Marcuse, ileri teknolojinin ve yüksek derecedeki sanayileşmenin bu sonucu ortaya çıkardığını ve dolayısıyla da işçi sınıfının eski fonksiyonunu yitirdiğini, ya köleleştiğini ya da sistemle özdeşleştiğini belirtmektedir (Yeniçeri, 2009: 139).

1.1.4. Yabancılaşmanın Boyutları

Felsefi ve sosyolojik bir kavram olarak ortaya atılan yabancılaşma kavramının giderek sosyo-psikolojik hatta psikolojik bir kavram haline geldiği, birçok araştırmada açıkça görülmektedir. Bu bağlamda çaba gösteren araştırmacılar, yabancılaşma kavramını genel yaşam ve iş ortamına bağlı operasyonel tanımlar vererek test edilebilir, ölçülebilir hale getirmişlerdir. 1960’lı yıllarının başlarından itibaren yabancılaşma ile ilgili pek çok araştırma yapılmış ve ölçek geliştirilmiştir. Yabancılaşmayı sadece kuramsal boyutta ele almanın ötesinde, ampirik çalışmalar yaparak yabancılaşmanın somut bir biçimde ölçülmesi sorununun gündeme geldiği bu dönemde, özellikle Amerikalı toplumbilimciler bu alanda öncülük yapmışlardır. Bu araştırmacıların başında Seeman gelmektedir (Elma, 2003: 25).

(29)

Araştırmacılar yabancılaşmanın sebepleri ve ölçümü ile ilgili tanımlamalar üzerinde çalışırken bireyin yabancılaşmasındaki önemli unsurlardan biri olan iş ve iş ortamını ele almışlardır. Seeman’ın "Yabancılaşmanın Anlamı Üzerine" (On The Meaning Of Alienation) adlı makalesinde yabancılaşma beş ayrı faktörde incelenmiştir (Uysaler, 2010: 37).

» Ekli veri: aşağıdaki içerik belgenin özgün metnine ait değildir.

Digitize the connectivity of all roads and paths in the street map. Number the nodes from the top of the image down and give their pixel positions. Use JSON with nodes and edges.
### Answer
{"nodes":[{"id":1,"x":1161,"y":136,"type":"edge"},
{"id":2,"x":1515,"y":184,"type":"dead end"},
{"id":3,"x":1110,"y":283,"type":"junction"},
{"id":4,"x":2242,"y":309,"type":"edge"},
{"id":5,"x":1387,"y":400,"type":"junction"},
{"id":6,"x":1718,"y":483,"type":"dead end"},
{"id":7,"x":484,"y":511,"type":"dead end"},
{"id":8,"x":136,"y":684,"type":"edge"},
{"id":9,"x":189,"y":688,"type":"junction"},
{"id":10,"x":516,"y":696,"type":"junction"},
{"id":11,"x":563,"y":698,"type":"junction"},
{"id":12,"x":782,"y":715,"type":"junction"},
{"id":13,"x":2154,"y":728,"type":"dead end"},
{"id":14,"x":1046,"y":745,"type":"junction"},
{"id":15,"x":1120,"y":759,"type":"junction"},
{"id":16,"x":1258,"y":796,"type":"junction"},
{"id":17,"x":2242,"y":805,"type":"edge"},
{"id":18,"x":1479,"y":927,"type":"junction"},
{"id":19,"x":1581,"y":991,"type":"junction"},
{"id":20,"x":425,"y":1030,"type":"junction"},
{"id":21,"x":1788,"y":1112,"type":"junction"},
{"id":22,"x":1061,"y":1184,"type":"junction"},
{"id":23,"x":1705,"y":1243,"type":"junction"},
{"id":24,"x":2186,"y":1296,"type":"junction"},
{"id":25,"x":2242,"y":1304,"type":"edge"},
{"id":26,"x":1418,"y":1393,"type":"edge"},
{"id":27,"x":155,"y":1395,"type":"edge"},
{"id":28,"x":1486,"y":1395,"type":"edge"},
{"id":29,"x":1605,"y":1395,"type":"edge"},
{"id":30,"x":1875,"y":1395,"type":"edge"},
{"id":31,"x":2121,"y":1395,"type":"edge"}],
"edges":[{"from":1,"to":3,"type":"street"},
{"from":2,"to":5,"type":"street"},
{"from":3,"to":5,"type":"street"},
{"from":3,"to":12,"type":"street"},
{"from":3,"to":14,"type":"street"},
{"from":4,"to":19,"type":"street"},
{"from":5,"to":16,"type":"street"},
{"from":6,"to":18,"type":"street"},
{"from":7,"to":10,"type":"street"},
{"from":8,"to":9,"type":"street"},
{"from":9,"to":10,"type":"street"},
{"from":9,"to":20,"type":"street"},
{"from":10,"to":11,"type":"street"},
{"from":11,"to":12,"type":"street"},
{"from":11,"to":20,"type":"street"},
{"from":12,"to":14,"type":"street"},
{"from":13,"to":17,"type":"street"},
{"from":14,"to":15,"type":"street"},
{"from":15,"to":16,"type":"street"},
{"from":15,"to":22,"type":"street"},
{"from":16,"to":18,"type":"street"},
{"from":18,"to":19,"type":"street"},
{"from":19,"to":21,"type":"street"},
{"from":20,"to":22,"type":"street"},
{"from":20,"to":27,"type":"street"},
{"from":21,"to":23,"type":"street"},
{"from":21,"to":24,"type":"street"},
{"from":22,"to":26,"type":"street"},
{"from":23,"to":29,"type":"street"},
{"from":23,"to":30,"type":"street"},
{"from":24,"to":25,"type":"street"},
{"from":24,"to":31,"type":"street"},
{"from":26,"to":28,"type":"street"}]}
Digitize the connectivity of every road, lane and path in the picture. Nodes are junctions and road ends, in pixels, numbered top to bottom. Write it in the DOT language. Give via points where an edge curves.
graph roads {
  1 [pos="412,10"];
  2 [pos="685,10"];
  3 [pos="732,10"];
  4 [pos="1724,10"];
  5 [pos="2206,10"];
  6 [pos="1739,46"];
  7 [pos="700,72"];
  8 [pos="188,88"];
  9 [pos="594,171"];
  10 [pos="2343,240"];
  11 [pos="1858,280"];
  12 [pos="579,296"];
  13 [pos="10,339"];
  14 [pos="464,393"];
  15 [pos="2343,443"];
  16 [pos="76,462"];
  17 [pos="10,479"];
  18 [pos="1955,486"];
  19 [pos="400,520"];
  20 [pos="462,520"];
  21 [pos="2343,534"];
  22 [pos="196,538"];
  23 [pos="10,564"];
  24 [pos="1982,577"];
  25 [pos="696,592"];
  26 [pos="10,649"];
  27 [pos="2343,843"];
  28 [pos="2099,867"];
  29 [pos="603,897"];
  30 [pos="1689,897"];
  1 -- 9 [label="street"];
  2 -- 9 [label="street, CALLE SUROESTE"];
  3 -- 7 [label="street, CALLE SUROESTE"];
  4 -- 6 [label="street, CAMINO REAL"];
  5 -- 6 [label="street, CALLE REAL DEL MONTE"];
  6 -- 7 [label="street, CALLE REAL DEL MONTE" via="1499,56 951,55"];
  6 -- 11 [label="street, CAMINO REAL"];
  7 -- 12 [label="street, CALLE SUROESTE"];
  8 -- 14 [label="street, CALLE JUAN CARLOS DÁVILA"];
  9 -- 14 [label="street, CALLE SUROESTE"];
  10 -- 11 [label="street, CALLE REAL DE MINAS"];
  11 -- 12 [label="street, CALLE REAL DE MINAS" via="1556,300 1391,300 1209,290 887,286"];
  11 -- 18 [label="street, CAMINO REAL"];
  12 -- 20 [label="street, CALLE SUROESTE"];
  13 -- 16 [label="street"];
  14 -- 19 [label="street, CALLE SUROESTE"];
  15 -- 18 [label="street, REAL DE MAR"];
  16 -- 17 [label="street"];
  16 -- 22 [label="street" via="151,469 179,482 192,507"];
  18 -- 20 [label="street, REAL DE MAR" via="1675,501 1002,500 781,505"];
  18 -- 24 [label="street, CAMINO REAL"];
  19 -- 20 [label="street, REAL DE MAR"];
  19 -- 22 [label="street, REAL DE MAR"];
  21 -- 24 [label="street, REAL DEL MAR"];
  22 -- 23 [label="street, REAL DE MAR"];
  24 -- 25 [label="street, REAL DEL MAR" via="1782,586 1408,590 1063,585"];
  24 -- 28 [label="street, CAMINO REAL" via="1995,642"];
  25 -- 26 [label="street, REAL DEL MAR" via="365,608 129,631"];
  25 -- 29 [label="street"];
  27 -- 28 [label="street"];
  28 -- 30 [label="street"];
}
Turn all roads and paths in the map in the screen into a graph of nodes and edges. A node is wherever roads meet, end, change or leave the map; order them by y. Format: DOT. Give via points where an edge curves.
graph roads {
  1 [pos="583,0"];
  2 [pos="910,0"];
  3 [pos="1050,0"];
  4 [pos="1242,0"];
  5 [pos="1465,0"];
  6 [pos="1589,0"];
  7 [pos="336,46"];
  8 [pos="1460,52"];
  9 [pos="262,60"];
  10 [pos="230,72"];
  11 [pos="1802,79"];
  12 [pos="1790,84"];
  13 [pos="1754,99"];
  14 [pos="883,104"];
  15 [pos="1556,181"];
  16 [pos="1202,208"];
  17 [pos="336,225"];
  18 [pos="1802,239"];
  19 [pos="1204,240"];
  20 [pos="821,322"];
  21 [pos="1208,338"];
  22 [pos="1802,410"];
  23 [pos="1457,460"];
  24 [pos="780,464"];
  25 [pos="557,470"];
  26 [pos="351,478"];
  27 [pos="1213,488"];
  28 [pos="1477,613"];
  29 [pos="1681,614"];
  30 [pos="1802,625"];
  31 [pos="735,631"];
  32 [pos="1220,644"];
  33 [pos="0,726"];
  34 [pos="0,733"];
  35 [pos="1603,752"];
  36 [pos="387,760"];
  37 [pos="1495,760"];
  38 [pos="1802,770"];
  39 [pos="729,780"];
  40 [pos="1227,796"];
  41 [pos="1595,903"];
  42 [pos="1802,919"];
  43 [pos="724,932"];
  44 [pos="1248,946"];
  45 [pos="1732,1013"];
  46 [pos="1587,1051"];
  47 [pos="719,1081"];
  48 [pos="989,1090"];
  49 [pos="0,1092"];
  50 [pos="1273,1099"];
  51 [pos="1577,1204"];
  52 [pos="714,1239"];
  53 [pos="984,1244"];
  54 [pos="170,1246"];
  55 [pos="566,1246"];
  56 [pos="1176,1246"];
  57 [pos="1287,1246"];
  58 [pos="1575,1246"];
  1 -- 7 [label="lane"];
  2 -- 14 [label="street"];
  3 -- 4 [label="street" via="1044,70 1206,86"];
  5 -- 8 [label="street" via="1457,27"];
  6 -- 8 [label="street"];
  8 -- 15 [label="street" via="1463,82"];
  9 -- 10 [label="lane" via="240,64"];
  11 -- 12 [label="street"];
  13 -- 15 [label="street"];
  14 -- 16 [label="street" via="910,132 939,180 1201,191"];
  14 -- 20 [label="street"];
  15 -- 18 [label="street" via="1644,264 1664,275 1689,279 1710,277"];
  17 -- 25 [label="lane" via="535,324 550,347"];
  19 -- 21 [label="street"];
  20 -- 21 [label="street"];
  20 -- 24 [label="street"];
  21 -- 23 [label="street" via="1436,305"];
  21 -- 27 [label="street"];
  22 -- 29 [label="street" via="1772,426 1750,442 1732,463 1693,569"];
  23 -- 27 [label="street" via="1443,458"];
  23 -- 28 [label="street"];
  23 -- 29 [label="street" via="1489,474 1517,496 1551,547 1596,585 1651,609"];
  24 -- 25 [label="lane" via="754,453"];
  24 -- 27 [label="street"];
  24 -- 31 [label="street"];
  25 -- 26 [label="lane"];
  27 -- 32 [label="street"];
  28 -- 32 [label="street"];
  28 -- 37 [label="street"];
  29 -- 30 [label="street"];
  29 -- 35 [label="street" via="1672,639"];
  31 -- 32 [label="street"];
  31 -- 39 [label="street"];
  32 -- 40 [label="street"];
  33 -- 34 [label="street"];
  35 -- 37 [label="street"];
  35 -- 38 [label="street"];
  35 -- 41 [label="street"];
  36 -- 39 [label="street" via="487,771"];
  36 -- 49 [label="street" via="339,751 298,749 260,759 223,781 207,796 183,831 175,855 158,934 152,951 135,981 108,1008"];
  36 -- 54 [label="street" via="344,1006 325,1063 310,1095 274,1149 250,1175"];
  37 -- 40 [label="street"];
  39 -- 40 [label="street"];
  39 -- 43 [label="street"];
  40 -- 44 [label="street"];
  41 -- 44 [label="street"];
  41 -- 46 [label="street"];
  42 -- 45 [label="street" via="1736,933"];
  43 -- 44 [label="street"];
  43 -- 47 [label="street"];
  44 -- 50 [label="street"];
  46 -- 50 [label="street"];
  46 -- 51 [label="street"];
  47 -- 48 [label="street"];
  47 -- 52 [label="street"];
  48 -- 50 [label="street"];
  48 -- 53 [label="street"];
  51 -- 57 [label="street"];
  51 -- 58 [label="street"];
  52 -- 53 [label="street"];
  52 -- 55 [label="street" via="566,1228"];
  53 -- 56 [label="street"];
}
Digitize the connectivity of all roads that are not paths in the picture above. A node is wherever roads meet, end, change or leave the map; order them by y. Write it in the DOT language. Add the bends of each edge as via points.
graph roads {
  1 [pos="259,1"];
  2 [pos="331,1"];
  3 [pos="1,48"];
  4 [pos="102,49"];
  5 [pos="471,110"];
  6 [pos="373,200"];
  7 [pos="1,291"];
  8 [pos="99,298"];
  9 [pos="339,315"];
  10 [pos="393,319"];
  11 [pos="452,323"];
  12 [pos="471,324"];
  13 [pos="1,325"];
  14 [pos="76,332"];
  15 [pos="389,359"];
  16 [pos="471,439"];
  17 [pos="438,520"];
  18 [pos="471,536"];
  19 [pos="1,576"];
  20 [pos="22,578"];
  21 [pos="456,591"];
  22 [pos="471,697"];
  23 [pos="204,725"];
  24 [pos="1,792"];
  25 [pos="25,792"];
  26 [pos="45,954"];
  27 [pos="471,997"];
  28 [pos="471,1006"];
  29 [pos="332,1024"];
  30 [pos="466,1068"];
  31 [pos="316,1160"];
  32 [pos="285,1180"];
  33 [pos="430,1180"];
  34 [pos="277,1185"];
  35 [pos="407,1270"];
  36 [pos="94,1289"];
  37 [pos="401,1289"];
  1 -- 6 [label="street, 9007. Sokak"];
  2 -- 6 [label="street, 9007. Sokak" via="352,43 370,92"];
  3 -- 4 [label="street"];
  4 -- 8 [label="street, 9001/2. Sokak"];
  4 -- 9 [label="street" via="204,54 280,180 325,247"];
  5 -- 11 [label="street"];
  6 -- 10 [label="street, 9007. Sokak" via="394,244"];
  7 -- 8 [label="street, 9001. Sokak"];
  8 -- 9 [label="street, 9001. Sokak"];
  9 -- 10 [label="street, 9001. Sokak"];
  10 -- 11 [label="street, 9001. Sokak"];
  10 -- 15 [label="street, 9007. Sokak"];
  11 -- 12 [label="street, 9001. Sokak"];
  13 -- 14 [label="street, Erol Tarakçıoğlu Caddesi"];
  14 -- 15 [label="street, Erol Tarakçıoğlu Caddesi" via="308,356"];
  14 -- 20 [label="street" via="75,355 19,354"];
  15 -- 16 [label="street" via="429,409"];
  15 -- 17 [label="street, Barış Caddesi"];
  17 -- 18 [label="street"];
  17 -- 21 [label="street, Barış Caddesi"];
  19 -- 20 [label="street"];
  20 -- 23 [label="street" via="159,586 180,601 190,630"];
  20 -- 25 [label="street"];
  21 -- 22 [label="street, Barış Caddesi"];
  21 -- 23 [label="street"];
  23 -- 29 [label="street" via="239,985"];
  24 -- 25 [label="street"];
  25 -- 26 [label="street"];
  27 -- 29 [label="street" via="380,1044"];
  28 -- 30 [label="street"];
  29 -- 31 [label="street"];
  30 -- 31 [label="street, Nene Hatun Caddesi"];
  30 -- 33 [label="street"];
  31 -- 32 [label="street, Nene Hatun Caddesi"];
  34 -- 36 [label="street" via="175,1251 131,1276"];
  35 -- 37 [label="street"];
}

1.1.4.1. Güçsüzlük (Powerlessness)

Seeman bu kavramı, bireyin kendi ürünleri ile üretim sürecinde kullandığı araçların sonuçları üzerinde denetim hakkının olmaması anlamında kullanmıştır. Hoy (1972) güçsüzlük duygusuna sahip birey için şans, kader ve başkalarının güdümlü davranışları gibi dışsal faktörlerin çok etkili olduğu; bireyin kendi davranışlarının üretilen ya da ortaya konulan çıktılarda çok az bir etkiye sahip olduğuna, bireysel denetiminin çok sınırlı olduğuna inanması olarak tanımlamaktadır (Elma, 2003: 27).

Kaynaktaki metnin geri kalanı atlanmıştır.